- **What you are asked to do**: Check each line of the entries below for the string "Drive"; copy every line where it appears.

Stored items:
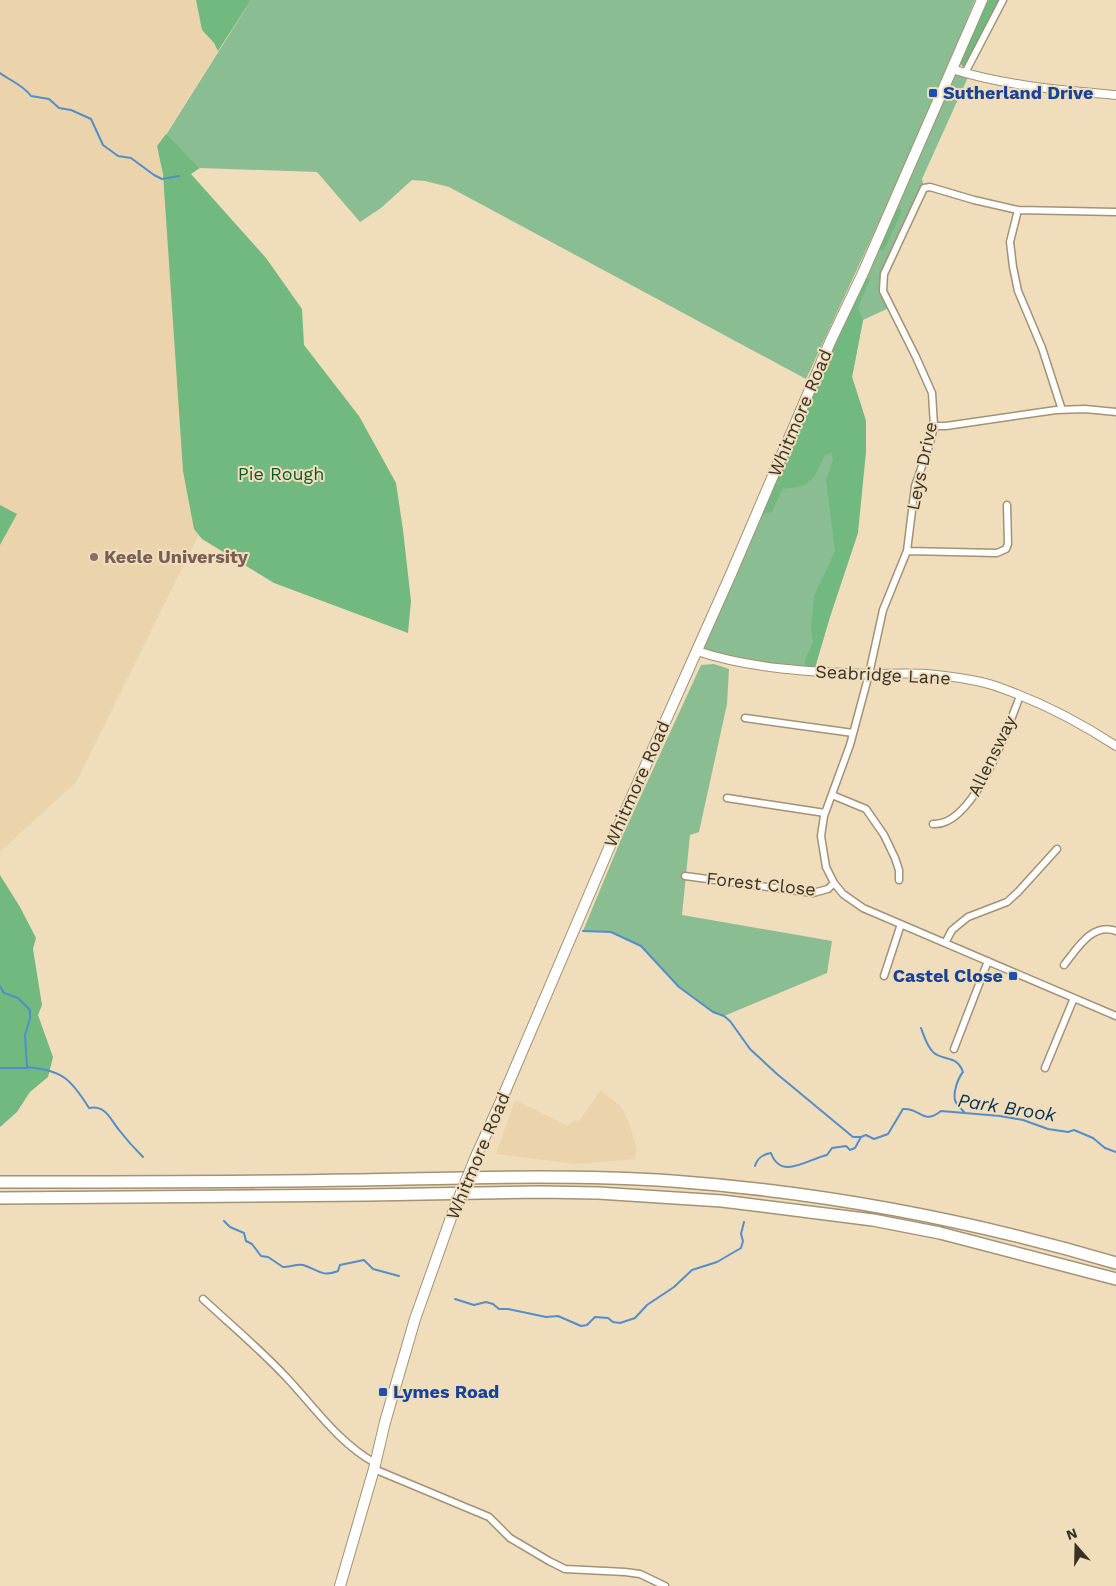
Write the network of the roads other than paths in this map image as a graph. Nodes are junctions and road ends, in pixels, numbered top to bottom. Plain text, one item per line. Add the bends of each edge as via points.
1 (982, 0) edge
2 (1003, 0) edge
3 (952, 69) junction
4 (965, 73) junction
5 (1116, 95) edge
6 (1018, 210) junction
7 (1116, 212) edge
8 (1062, 410) junction
9 (1116, 412) edge
10 (934, 426) junction
11 (1007, 505) dead end
12 (907, 551) junction
13 (697, 651) junction
14 (869, 674) junction
15 (1020, 696) junction
16 (745, 718) dead end
17 (853, 733) junction
18 (1116, 746) edge
19 (832, 794) junction
20 (727, 798) dead end
21 (825, 813) junction
22 (933, 824) dead end
23 (1057, 849) dead end
24 (685, 876) dead end
25 (898, 880) dead end
26 (834, 883) junction
27 (901, 924) junction
28 (1116, 931) edge
29 (945, 943) junction
30 (988, 961) junction
31 (1064, 965) dead end
32 (884, 976) dead end
33 (1074, 998) junction
34 (1116, 1016) edge
35 (954, 1049) dead end
36 (1045, 1068) dead end
37 (5, 1182) edge
38 (0, 1198) edge
39 (1116, 1263) edge
40 (1116, 1279) edge
41 (203, 1298) dead end
42 (375, 1466) junction
43 (340, 1586) edge
44 (665, 1586) edge

1 - 3 highway, Whitmore Road
2 - 4 street
3 - 4 street
3 - 13 highway, Whitmore Road
4 - 5 street via 1037,88
6 - 7 street
6 - 8 street via 1010,242 1018,291 1042,348
6 - 10 street, Leys Drive via 930,186 924,188 884,274 883,290 932,392
8 - 9 street
8 - 10 street
10 - 12 street, Leys Drive via 915,486
11 - 12 street via 1006,548 997,552
12 - 14 street, Leys Drive via 883,610
13 - 14 street, Seabridge Lane via 788,669
13 - 42 highway, Whitmore Road, bridge via 453,1212 414,1319
14 - 15 street, Seabridge Lane via 926,674 980,682
14 - 17 street, Leys Drive
15 - 18 street, Seabridge Lane via 1089,728
15 - 22 street, Allensway via 998,752 966,808 954,818 939,825
16 - 17 street
17 - 19 street, Leys Drive
19 - 21 street, Leys Drive
19 - 25 street via 866,809 895,858
20 - 21 street
21 - 26 street, Leys Drive via 822,851
23 - 29 street via 1007,902 964,920 952,930
24 - 26 street, Forest Close via 813,893 828,889
26 - 27 street via 863,908
27 - 29 street
27 - 32 street
28 - 31 street via 1101,929 1091,933
29 - 30 street
30 - 33 street
30 - 35 street
33 - 34 street
33 - 36 street
37 - 39 highway via 534,1176 672,1181 771,1190 873,1205 1016,1235
38 - 40 highway via 540,1192 722,1201 864,1219 940,1233
41 - 42 street via 287,1378 330,1427
42 - 43 highway, Whitmore Road
42 - 44 street via 489,1516 510,1538 565,1569 640,1574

- **Result of the task**:
6 - 10 street, Leys Drive via 930,186 924,188 884,274 883,290 932,392
10 - 12 street, Leys Drive via 915,486
12 - 14 street, Leys Drive via 883,610
14 - 17 street, Leys Drive
17 - 19 street, Leys Drive
19 - 21 street, Leys Drive
21 - 26 street, Leys Drive via 822,851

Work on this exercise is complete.